Top of INPUT RECORDS

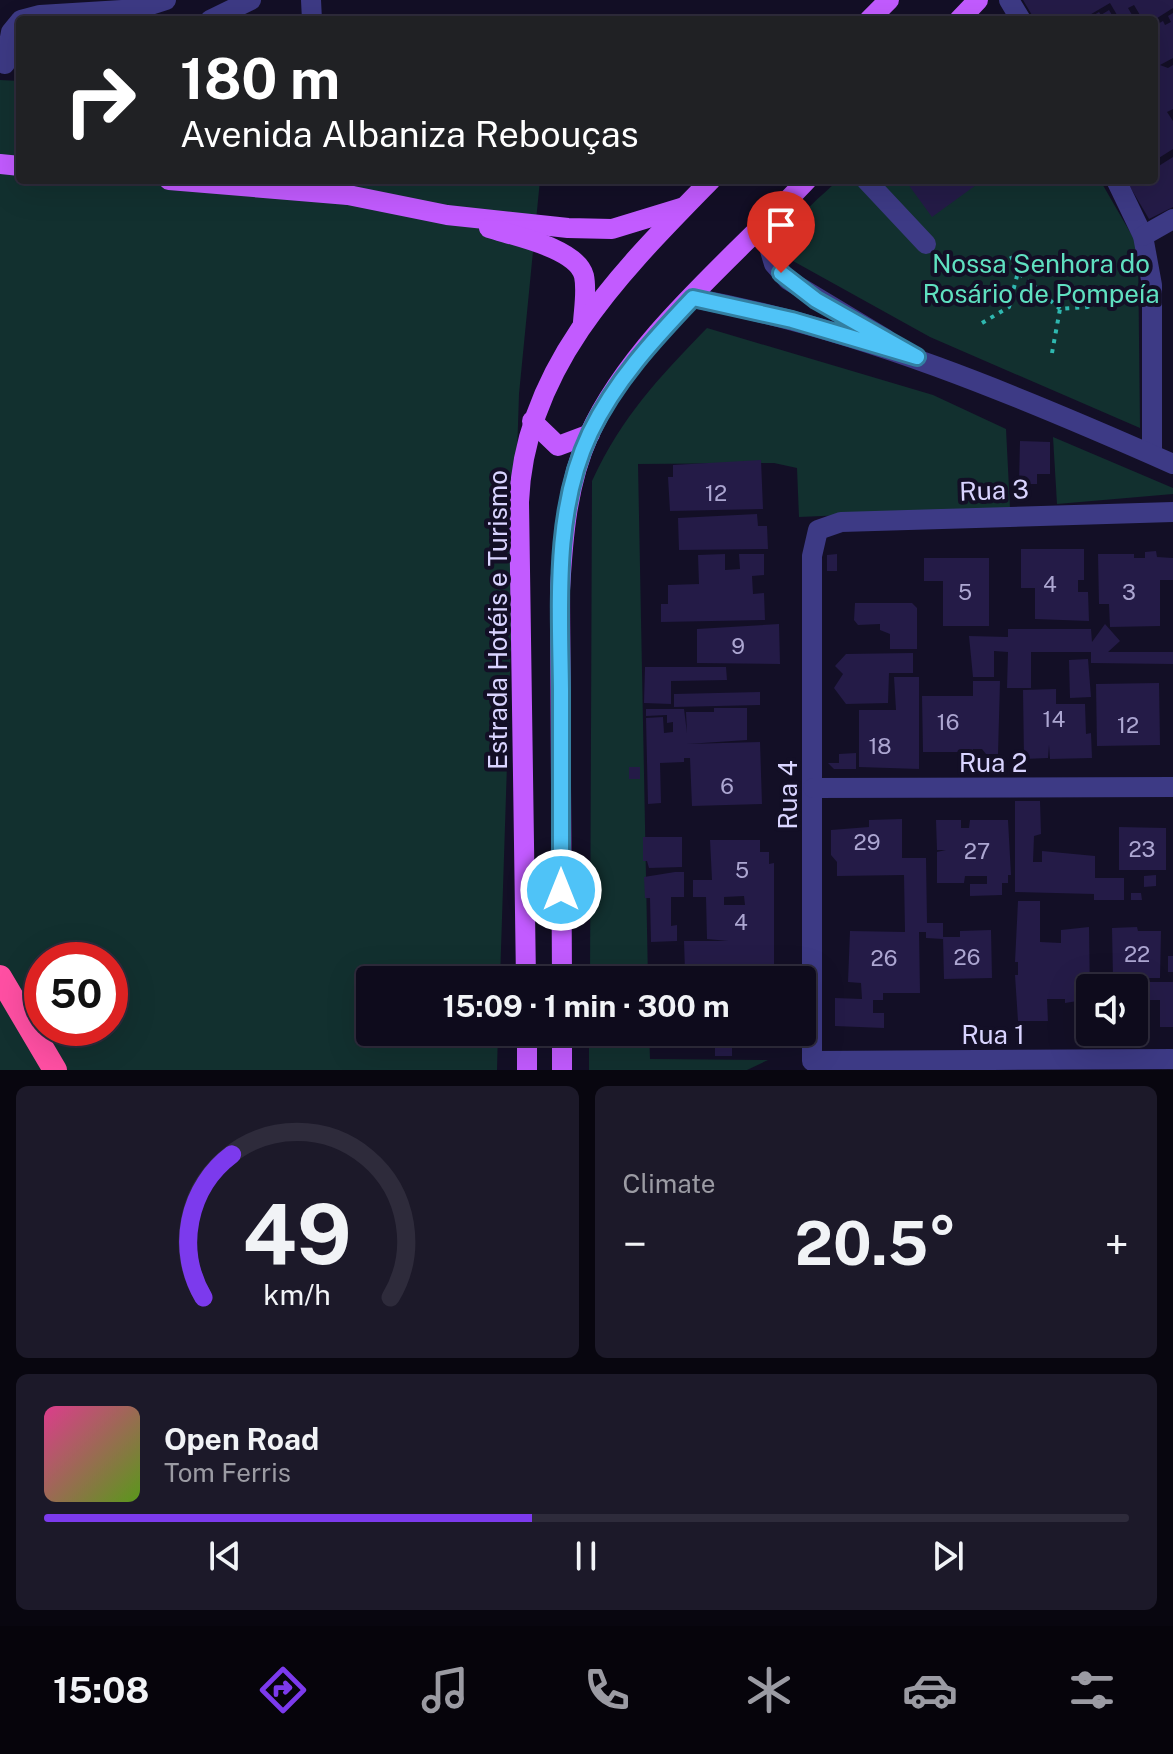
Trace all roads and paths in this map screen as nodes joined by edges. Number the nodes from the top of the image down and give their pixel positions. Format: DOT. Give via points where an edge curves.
graph roads {
  1 [pos="166,0"];
  2 [pos="251,0"];
  3 [pos="889,0"];
  4 [pos="978,0"];
  5 [pos="105,7"];
  6 [pos="30,14"];
  7 [pos="218,16"];
  8 [pos="873,16"];
  9 [pos="963,16"];
  10 [pos="16,27"];
  11 [pos="8,64"];
  12 [pos="253,184"];
  13 [pos="707,184"];
  14 [pos="803,184"];
  15 [pos="870,184"];
  16 [pos="1118,184"];
  17 [pos="274,185"];
  18 [pos="344,187"];
  19 [pos="684,207"];
  20 [pos="447,215"];
  21 [pos="1173,219"];
  22 [pos="763,227"];
  23 [pos="1143,236"];
  24 [pos="926,244"];
  25 [pos="1011,256"];
  26 [pos="1018,272"];
  27 [pos="1163,286"];
  28 [pos="693,298"];
  29 [pos="1114,298"];
  30 [pos="1060,309"];
  31 [pos="583,322"];
  32 [pos="982,323"];
  33 [pos="1052,353"];
  34 [pos="917,357"];
  35 [pos="532,421"];
  36 [pos="590,434"];
  37 [pos="1152,454"];
  38 [pos="1173,464"];
  39 [pos="1173,512"];
  40 [pos="818,530"];
  41 [pos="1173,787"];
  42 [pos="813,788"];
  43 [pos="526,966"];
  44 [pos="562,966"];
  45 [pos="0,977"];
  46 [pos="527,1046"];
  47 [pos="562,1046"];
  48 [pos="1173,1059"];
  49 [pos="812,1061"];
  50 [pos="55,1070"];
  51 [pos="527,1070"];
  52 [pos="562,1070"];
  1 -- 5 [label="street" via="138,9"];
  2 -- 7 [label="street"];
  3 -- 8 [label="main road"];
  4 -- 9 [label="main road"];
  5 -- 6 [label="street"];
  10 -- 11 [label="street"];
  12 -- 17 [label="main road"];
  13 -- 19 [label="main road, Estrada Hotéis e Turismo"];
  14 -- 22 [label="main road"];
  15 -- 24 [label="street"];
  16 -- 23 [label="street"];
  17 -- 18 [label="main road"];
  18 -- 20 [label="main road"];
  19 -- 20 [label="main road" via="612,229"];
  19 -- 31 [label="main road, Estrada Hotéis e Turismo"];
  20 -- 31 [label="main road" via="571,258 583,273"];
  21 -- 23 [label="street"];
  22 -- 28 [label="main road"];
  22 -- 34 [label="street" via="774,264 788,280"];
  23 -- 27 [label="street"];
  25 -- 26 [label="path"];
  26 -- 30 [label="path"];
  26 -- 32 [label="path" via="1009,307"];
  27 -- 37 [label="street"];
  28 -- 34 [label="street"];
  28 -- 36 [label="main road" via="636,361"];
  29 -- 30 [label="path"];
  30 -- 33 [label="path"];
  31 -- 35 [label="main road, Estrada Hotéis e Turismo" via="550,375"];
  34 -- 37 [label="street"];
  35 -- 36 [label="main road" via="558,446"];
  35 -- 43 [label="main road, Estrada Hotéis e Turismo" via="519,502"];
  36 -- 44 [label="main road" via="570,496 560,590"];
  37 -- 38 [label="street"];
  39 -- 40 [label="street, Rua 3" via="861,520"];
  40 -- 42 [label="street, Rua 4" via="812,547"];
  41 -- 42 [label="street, Rua 2"];
  42 -- 49 [label="street, Rua 4"];
  45 -- 50 [label="highway"];
  46 -- 51 [label="main road"];
  47 -- 52 [label="main road"];
  48 -- 49 [label="street, Rua 1"];
}
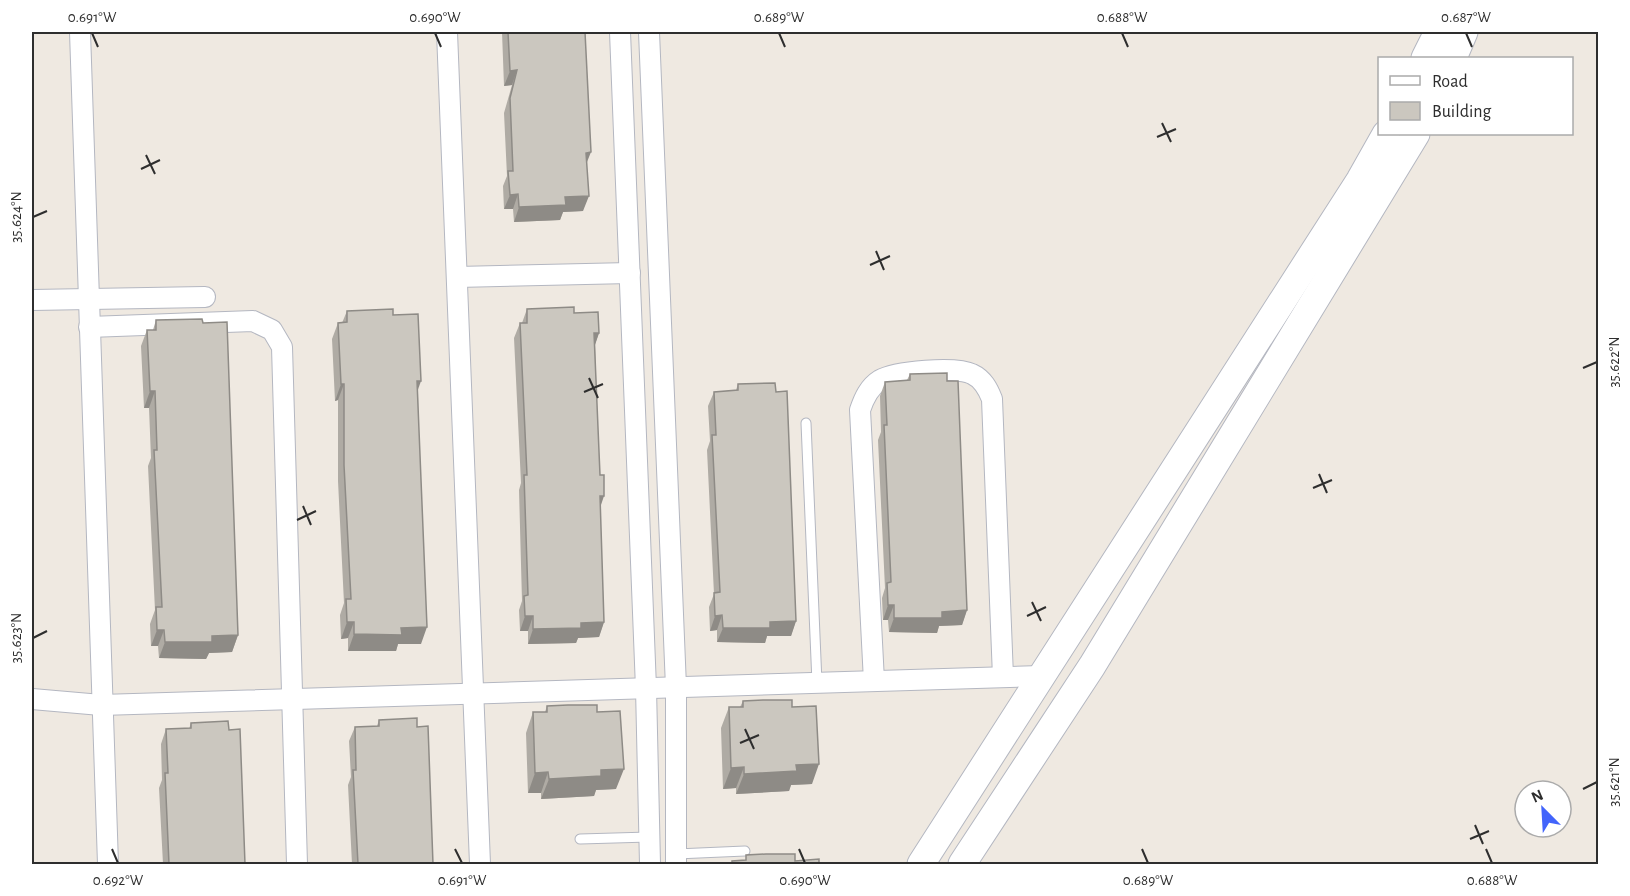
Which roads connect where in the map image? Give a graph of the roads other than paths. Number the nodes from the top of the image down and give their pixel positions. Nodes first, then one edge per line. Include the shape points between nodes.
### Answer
1 (80, 32) edge
2 (447, 32) edge
3 (620, 32) edge
4 (649, 32) edge
5 (1438, 32) edge
6 (1464, 32) edge
7 (1426, 57) edge
8 (1453, 57) edge
9 (1385, 135) edge
10 (1415, 135) edge
11 (630, 273) junction
12 (457, 277) junction
13 (205, 297) dead end
14 (32, 300) edge
15 (88, 300) junction
16 (89, 327) junction
17 (806, 423) dead end
18 (1041, 676) junction
19 (1003, 677) junction
20 (874, 681) junction
21 (817, 683) junction
22 (676, 687) junction
23 (646, 688) junction
24 (474, 693) junction
25 (290, 698) junction
26 (32, 699) edge
27 (101, 705) junction
28 (649, 837) junction
29 (580, 839) dead end
30 (745, 851) dead end
31 (676, 859) edge
32 (108, 864) edge
33 (297, 864) edge
34 (480, 864) edge
35 (650, 864) edge
36 (921, 864) edge
37 (962, 864) edge

1 - 15 street
2 - 12 street
3 - 11 street
4 - 22 street
5 - 7 street
6 - 8 street
9 - 18 street
10 - 37 street via 1092,666
11 - 12 street
11 - 23 street
12 - 24 street
13 - 15 street
14 - 15 street
15 - 16 street
16 - 25 street via 253,321 279,338 283,358
16 - 27 street
17 - 21 lane
18 - 19 street
18 - 36 street
19 - 20 street
19 - 20 street via 992,399 981,380 962,371 951,371 892,375 871,388 860,410
20 - 21 street
21 - 22 street
22 - 23 street
22 - 31 street
23 - 24 street
23 - 28 street
24 - 25 street
24 - 34 street
25 - 27 street
25 - 33 street
26 - 27 street
27 - 32 street
28 - 29 lane
28 - 35 street
30 - 31 lane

Bottom of INPUT RECORDS

> WHAT IS EXPECTED
Over all the entries, say how many lines hold the string "image". The reply is the number alone.

> WRITTEN ANSWER
2